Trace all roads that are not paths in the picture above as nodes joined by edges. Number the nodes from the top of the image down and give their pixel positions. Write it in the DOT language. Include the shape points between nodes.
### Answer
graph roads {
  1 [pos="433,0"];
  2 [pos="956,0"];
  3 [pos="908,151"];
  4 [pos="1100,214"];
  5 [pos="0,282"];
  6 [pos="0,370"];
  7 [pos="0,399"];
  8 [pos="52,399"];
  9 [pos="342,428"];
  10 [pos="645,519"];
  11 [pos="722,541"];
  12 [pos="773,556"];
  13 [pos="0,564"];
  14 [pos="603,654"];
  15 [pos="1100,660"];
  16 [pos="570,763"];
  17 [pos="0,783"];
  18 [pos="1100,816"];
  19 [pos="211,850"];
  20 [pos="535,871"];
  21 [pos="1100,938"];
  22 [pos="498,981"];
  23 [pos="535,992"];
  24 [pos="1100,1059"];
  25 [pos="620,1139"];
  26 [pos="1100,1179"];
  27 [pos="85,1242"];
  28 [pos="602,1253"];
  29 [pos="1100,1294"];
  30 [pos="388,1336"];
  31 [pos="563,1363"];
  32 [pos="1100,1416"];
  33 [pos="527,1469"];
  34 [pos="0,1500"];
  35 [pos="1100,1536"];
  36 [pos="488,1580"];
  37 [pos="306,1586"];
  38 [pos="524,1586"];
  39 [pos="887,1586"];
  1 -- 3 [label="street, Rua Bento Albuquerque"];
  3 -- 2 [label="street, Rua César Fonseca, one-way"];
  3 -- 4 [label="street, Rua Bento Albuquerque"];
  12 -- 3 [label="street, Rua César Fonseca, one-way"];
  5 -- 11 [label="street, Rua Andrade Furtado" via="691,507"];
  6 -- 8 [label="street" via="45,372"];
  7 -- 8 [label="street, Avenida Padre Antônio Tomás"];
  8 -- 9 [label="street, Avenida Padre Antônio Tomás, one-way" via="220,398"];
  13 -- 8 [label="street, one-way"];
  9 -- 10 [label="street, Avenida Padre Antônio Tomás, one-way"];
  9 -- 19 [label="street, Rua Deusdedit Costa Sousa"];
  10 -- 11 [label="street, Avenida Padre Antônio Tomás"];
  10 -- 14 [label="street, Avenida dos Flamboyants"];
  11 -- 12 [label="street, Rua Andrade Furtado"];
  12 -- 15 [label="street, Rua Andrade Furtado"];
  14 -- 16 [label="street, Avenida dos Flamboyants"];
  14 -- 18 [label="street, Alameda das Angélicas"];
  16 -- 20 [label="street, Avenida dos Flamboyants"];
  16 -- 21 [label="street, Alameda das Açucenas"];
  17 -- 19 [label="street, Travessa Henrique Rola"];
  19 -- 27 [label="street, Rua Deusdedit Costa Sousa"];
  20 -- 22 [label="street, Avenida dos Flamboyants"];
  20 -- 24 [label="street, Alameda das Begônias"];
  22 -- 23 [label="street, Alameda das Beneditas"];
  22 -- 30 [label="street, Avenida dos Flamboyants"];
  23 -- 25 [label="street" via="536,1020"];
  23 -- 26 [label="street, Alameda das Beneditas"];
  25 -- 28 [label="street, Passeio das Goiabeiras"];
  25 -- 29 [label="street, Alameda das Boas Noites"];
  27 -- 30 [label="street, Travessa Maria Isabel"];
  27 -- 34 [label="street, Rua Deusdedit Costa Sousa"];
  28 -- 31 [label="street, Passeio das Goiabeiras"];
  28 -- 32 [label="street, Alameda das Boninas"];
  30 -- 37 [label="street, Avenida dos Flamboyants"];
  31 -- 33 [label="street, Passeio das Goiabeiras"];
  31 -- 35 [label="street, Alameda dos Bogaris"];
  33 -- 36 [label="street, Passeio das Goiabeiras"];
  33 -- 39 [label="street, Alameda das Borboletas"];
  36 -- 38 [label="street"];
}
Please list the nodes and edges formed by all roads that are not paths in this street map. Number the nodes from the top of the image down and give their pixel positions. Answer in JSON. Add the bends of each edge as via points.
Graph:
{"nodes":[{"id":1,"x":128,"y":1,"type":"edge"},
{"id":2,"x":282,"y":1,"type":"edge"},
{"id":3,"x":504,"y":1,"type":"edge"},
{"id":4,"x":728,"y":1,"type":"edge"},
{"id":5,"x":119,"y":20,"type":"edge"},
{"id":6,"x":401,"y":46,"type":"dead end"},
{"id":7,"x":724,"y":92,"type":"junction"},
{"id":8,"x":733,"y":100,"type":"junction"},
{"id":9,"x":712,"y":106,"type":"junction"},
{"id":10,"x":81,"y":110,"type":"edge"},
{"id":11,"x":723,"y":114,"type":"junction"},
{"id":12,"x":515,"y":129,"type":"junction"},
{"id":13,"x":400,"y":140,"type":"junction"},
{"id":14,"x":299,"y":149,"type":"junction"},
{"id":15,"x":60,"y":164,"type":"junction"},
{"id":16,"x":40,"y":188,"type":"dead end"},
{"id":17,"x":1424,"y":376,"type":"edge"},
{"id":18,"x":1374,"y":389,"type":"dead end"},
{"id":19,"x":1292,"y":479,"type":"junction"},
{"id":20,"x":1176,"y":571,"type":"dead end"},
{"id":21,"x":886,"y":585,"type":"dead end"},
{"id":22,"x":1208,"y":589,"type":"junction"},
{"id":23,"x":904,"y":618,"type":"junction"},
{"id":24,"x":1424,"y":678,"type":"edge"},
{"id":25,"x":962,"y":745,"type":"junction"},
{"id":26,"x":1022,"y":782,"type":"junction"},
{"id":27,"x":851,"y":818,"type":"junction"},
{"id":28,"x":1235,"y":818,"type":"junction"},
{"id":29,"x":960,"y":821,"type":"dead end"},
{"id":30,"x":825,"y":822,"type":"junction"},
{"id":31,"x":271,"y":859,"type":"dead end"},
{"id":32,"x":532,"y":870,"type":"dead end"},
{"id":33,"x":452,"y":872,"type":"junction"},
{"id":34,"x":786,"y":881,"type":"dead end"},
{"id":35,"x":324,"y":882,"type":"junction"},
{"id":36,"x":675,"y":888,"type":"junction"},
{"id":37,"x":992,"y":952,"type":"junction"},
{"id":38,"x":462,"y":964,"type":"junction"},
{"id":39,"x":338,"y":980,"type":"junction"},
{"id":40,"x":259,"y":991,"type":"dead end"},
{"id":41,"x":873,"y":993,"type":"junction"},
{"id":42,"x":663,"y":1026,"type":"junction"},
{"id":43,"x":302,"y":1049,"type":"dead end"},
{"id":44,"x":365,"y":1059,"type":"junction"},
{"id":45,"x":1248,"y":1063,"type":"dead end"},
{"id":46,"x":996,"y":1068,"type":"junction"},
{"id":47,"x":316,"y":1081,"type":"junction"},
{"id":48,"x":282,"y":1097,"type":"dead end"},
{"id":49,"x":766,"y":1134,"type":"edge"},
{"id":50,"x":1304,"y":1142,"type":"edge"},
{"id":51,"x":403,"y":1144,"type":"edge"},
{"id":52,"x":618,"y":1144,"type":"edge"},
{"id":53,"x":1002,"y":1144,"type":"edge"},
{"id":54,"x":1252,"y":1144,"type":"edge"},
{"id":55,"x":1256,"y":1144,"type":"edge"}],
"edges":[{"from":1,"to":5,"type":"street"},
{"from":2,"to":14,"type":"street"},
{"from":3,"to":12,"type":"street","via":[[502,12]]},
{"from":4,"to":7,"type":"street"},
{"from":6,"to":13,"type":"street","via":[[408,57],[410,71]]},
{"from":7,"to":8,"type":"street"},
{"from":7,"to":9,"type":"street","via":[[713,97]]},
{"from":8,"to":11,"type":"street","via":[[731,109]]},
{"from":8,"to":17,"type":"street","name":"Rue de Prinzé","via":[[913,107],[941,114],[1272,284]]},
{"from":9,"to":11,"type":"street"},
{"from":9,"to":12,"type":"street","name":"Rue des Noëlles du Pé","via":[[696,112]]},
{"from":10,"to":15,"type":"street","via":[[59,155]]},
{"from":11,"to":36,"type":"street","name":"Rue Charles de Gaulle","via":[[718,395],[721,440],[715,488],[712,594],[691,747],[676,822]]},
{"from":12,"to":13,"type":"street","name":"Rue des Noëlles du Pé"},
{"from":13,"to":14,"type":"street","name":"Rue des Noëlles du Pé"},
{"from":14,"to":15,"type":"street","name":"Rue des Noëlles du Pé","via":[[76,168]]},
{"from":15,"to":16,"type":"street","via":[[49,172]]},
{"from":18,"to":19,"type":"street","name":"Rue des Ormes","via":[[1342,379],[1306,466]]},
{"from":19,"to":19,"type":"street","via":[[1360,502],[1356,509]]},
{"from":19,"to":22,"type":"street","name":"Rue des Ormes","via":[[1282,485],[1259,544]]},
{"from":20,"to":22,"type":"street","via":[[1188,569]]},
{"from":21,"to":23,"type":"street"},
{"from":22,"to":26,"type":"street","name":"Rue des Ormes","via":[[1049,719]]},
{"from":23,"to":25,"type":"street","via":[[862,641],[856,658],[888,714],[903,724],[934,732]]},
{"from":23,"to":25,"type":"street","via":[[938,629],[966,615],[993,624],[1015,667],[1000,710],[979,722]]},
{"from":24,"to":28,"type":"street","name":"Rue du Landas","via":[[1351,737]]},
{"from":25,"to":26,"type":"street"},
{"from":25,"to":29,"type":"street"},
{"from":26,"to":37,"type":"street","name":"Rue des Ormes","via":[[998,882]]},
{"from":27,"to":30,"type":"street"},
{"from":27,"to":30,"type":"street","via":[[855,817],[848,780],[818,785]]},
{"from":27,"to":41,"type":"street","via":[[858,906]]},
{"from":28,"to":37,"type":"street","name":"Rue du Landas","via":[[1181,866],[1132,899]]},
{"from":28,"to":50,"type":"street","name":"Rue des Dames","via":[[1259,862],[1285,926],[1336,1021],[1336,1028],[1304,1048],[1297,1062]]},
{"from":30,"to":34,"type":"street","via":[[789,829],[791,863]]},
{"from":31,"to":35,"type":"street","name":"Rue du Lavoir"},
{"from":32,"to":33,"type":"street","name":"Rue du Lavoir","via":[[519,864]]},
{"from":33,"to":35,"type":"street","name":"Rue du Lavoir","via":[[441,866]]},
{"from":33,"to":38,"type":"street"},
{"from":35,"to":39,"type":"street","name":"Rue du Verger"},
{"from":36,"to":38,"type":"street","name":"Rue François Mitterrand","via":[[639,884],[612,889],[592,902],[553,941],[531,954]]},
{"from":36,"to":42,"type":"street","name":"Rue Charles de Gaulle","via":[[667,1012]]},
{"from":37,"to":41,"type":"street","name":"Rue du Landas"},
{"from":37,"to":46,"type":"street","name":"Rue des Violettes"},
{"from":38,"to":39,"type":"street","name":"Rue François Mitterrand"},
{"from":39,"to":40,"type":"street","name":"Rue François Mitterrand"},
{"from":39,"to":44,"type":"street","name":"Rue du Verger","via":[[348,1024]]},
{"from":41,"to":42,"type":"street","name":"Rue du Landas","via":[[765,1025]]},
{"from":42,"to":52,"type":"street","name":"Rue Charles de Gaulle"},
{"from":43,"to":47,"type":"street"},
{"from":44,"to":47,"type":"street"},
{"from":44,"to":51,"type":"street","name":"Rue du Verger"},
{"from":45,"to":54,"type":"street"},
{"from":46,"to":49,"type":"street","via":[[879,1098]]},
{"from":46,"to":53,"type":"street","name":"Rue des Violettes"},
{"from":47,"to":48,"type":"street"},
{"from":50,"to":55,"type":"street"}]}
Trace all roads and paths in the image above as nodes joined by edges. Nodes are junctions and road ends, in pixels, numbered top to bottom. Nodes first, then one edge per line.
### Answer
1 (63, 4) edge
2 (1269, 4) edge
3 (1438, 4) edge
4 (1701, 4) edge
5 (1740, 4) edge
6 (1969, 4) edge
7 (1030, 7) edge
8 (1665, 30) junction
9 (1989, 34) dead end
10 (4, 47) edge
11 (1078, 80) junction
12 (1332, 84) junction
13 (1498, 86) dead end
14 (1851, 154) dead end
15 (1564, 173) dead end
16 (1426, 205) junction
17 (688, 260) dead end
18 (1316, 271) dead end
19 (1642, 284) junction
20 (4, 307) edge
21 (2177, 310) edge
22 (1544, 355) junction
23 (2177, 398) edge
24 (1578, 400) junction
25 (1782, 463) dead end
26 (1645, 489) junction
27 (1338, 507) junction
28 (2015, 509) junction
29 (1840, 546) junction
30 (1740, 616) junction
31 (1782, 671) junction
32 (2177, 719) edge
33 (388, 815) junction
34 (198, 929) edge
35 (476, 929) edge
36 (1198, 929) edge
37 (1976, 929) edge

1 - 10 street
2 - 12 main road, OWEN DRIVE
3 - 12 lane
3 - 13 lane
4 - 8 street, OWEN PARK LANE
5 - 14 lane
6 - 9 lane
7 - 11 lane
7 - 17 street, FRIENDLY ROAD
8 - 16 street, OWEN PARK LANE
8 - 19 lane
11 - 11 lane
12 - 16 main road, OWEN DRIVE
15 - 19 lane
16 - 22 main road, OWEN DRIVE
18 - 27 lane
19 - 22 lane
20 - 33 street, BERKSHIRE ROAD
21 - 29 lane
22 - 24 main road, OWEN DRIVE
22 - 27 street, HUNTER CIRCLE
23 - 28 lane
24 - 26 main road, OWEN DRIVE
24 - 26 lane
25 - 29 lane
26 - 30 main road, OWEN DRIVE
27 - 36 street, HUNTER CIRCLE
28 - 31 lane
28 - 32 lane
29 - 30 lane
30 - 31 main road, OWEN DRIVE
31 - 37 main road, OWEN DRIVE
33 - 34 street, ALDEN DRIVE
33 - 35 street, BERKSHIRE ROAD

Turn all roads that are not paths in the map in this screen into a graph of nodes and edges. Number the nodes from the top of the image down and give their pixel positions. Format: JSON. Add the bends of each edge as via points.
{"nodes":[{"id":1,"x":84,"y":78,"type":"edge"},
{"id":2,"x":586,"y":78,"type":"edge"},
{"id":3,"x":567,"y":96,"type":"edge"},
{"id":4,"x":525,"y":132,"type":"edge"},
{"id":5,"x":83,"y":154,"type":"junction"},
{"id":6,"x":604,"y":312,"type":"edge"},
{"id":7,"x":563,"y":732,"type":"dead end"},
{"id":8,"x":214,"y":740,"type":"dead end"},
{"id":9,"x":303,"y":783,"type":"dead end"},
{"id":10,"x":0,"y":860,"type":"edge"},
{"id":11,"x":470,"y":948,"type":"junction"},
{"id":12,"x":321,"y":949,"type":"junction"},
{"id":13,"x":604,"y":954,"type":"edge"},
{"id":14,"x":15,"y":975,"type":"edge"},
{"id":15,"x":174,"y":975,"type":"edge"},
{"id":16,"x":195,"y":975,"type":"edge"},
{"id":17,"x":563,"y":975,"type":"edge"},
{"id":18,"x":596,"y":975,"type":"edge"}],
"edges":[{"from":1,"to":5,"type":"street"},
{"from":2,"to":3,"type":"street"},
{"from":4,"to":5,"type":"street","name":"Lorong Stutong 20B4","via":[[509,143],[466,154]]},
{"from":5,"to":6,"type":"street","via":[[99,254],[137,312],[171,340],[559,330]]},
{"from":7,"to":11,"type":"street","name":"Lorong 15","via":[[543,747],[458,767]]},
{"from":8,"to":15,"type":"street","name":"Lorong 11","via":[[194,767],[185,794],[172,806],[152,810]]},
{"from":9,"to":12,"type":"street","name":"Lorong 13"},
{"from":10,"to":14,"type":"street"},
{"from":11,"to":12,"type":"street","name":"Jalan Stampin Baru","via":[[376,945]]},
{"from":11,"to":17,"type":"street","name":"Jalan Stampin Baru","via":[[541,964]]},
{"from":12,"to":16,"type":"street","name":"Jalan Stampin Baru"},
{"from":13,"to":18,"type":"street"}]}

Work task:
Collect each line of the entries that has the word "Fonseca", copying it in full.

Task solution:
  3 -- 2 [label="street, Rua César Fonseca, one-way"];
  12 -- 3 [label="street, Rua César Fonseca, one-way"];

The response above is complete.